Comunicato Sea-Watch, 23 dicembre 2018

Natale in mare: 344 persone salvate in 24 ore – nessun porto sicuro per le persone soccorse da Sea-Watch 3

Venerdì, 344 persone sono state salvate in 24 ore dalla flotta dell’allenza #United4med, di cui anche Sea-Watch è parte. Mentre Open Arms con 311 persone a bordo è in viaggio verso la Spagna, alla Sea-Watch 3 viene ancora negato un porto sicuro. Ma una soluzione semplice è possibile: oltre 30 città e diversi stati federali in Germania sono disponibili ad accettare le persone soccorse in mare. Sea-Watch invita il governo federale tedesco a trovare una soluzione prima di Natale. Coloro che invocano i valori cristiani sono ora obbligati ad agire.

Nella giornata di sabato, Sea-Watch ha soccorso 33 persone tra cui diversi bambini. Le persone sono ora tutte al sicuro a bordo della Sea-Watch 3, dove possono ricevere cure mediche e assistenza. Meno di 24 ore prima, Open Arms aveva già tratto in salvo oltre 300 persone.

“Per sfuggire alla tortura, alla schiavitù e alla morte in Libia, queste persone non hanno altra scelta che intraprendere a Natale la pericolosa rotta attraverso il Mediterraneo centrale” afferma Philipp Hahn, capo delle operazioni di Sea-Watch 3. “A queste temperature, la possibilità di sopravvivenza in caso di naufragio è molto al di sotto delle 24 ore. Siamo incredibilmente felici di averli trovati in tempo”.

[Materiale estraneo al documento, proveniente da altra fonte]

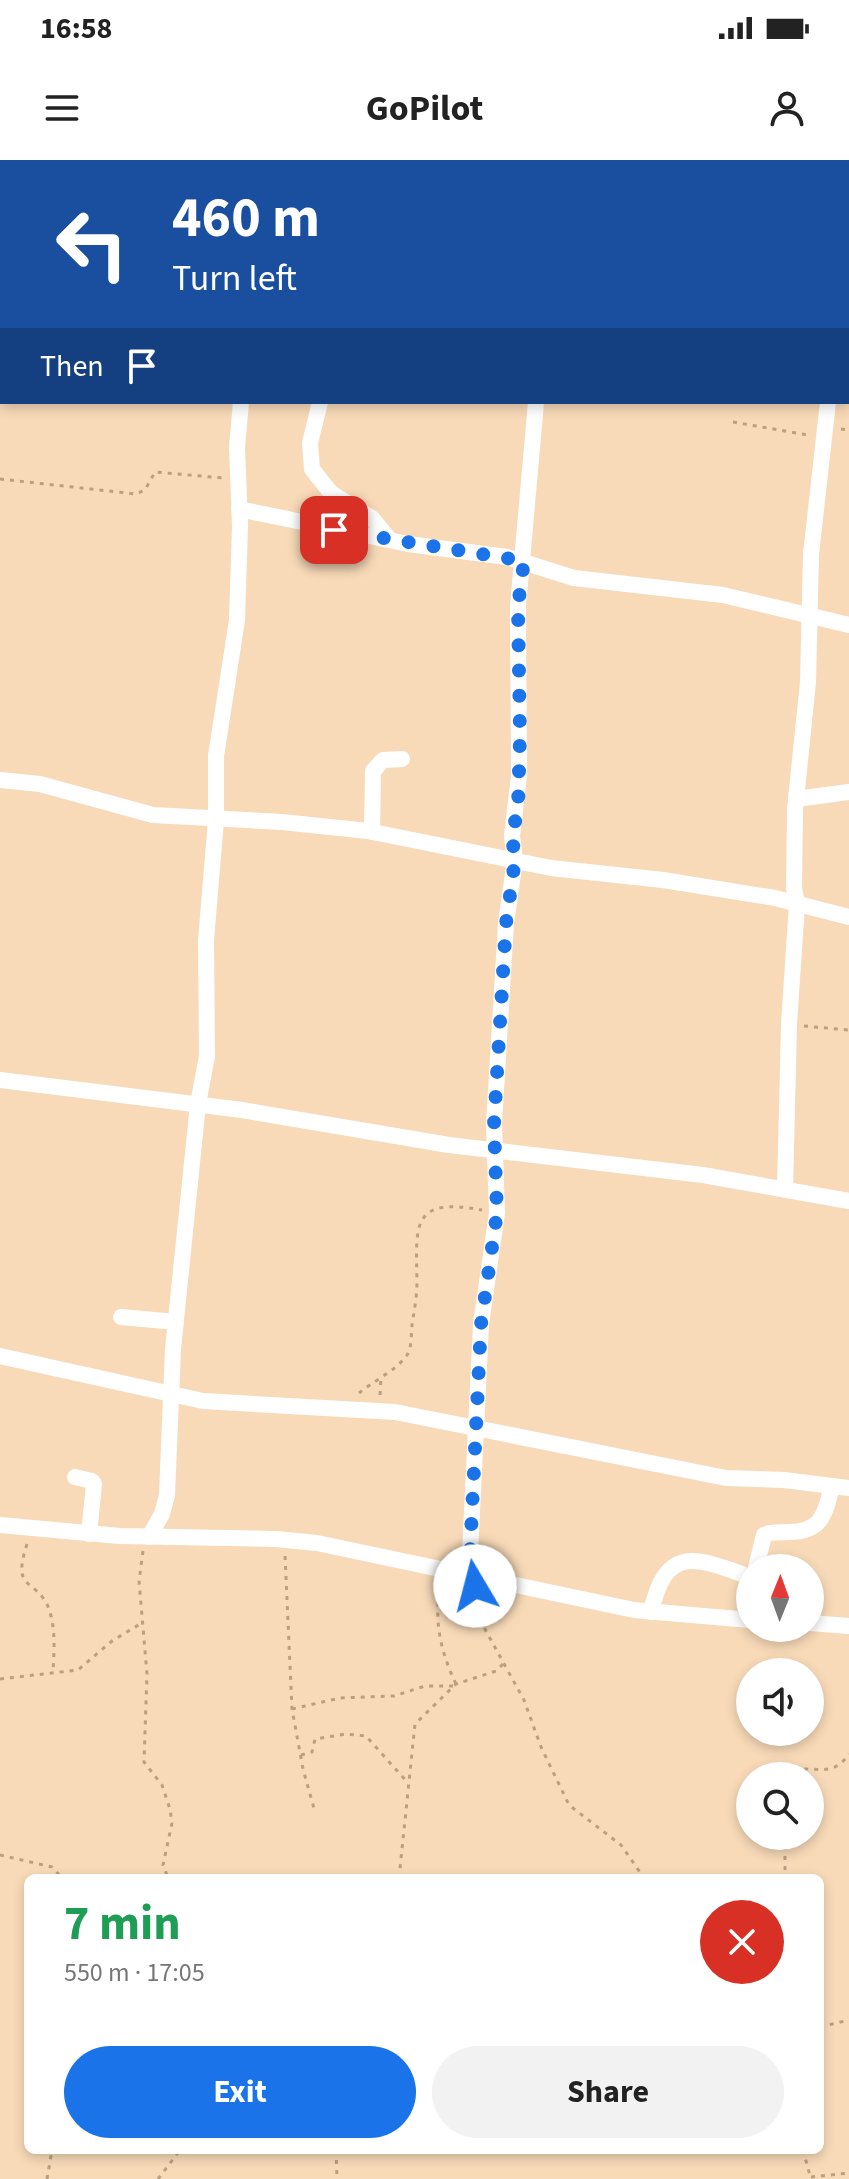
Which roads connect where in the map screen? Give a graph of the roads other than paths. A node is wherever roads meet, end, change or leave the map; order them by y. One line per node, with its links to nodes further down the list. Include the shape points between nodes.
1 (241, 404): 5 (street)
2 (320, 404): 6 (street, via 310,443 312,469 331,493 372,518)
3 (536, 404): 7 (street)
4 (828, 404): 8 (street, via 811,554)
5 (239, 509): 6 (street); 14 (street, via 237,620 216,756)
6 (390, 540): 7 (street)
7 (524, 561): 8 (street, via 574,578 709,593); 16 (street, via 518,606)
8 (810, 616): 9 (street); 13 (street)
9 (849, 625)
10 (402, 759): 15 (street, via 383,760 373,771)
11 (0, 780): 14 (street, via 40,784 153,815)
12 (849, 792): 13 (street)
13 (796, 799): 17 (street)
14 (216, 820): 15 (street); 20 (street, via 206,940 207,1056)
15 (372, 832): 16 (street)
16 (515, 860): 17 (street); 21 (street, via 506,923)
17 (797, 904): 18 (street); 22 (street)
18 (849, 917)
19 (0, 1080): 20 (street)
20 (198, 1104): 21 (street); 25 (street)
21 (493, 1150): 22 (street); 28 (street, via 497,1213 481,1324)
22 (785, 1190): 23 (street)
23 (849, 1201)
24 (121, 1317): 25 (street)
25 (176, 1322): 27 (street)
26 (0, 1356): 27 (street)
27 (169, 1395): 28 (street, via 227,1404 379,1410); 34 (street, via 167,1495)
28 (478, 1429): 30 (street, via 726,1478); 37 (street, via 470,1553)
29 (75, 1477): 33 (street, via 94,1484)
30 (832, 1486): 31 (street); 35 (street, via 812,1529 764,1535)
31 (849, 1488)
32 (0, 1525): 33 (street)
33 (89, 1534): 34 (street)
34 (150, 1537): 37 (street, via 317,1543)
35 (759, 1554)
36 (736, 1572): 38 (street, via 685,1560 661,1579)
37 (475, 1578): 38 (street)
38 (651, 1612): 39 (street)
39 (736, 1619)
40 (824, 1624): 41 (street)
41 (849, 1626)

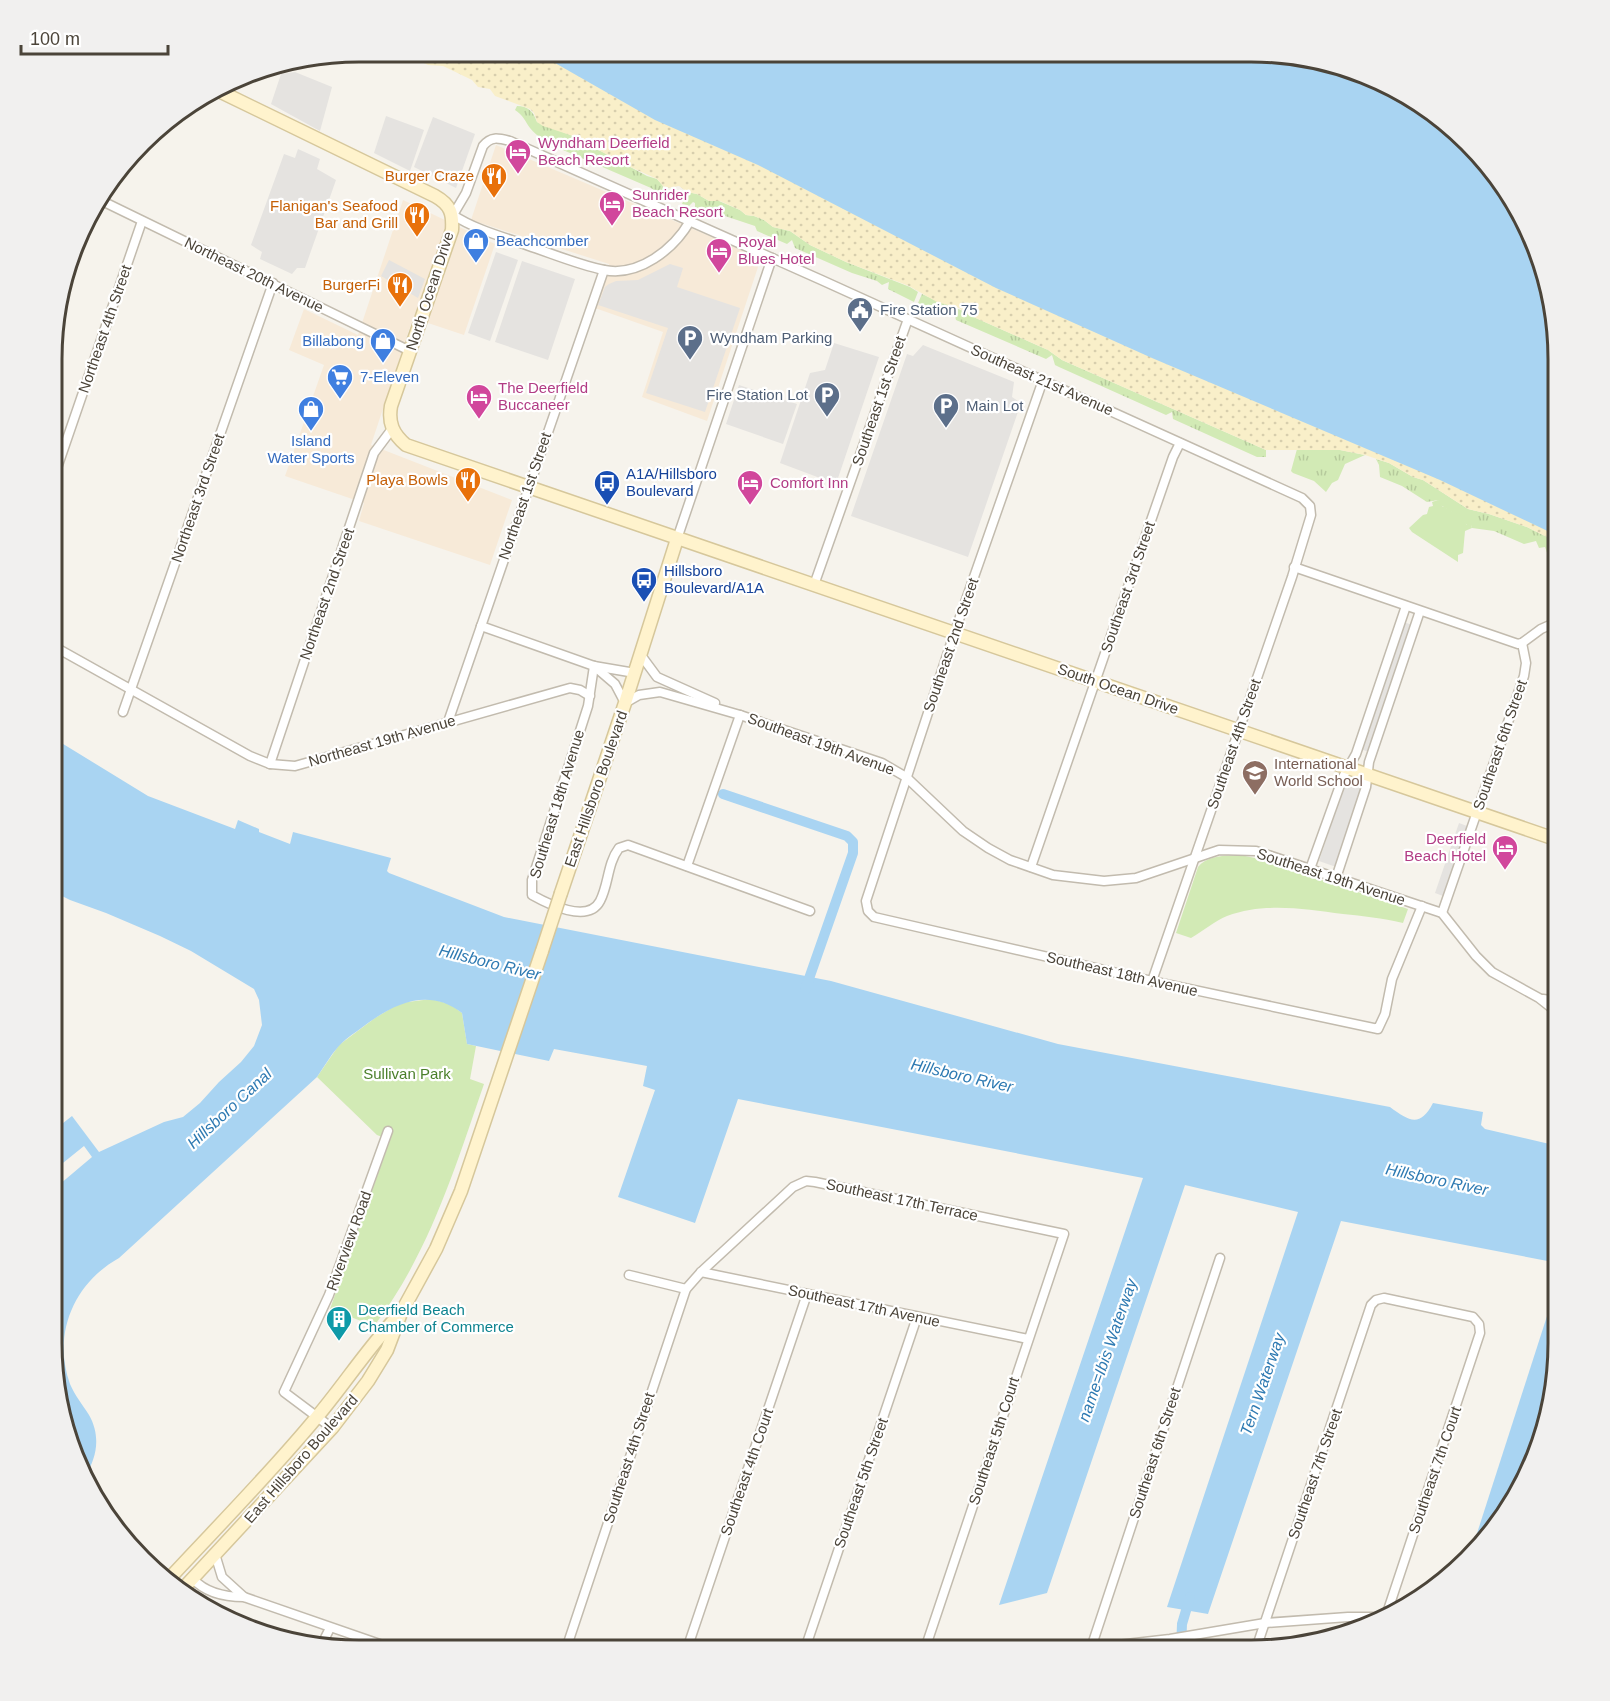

Insieme agli aerei di ricognizione Moonbird e Colibrì, a Open Arms, Sea-Eye 2, Sea-Watch è attualmente una delle poche navi civili di soccorso nel Mediterraneo centrale.

“Al momento, la situazione a bordo è stabile, alcune delle persone salvate ci aiutano nelle operazioni di watching per controllare che non ci siano persone in difficoltà in mare”, dice Hahn. Ma martedì è atteso un deterioramento delle condizioni meteo. “Per evitare di mettere a repentaglio la vita delle persone soccorse, chiediamo al governo tedesco di trovare una soluzione prima di Natale. Se Seehofer vuole difendere i valori cristiani, ora ha la possibilità di farlo”.

Oltre 30 città e diversi stati federali in Germania si sono dichiarati rifugi sicuri e il governo federale deve ora essere all’altezza delle sue responsabilità europee. Una soluzione sarebbe possibile se il ministro dell’Interno Seehofer acconsentisse a una quota ai sensi del Residence Act. “Ci aspettiamo che l’Europa natalizia e soprattutto i partiti cristiani riflettano sui loro valori di carità e che decidano di assegnare il più rapidamente possibile un rifugio sicuro alle persone soccorse.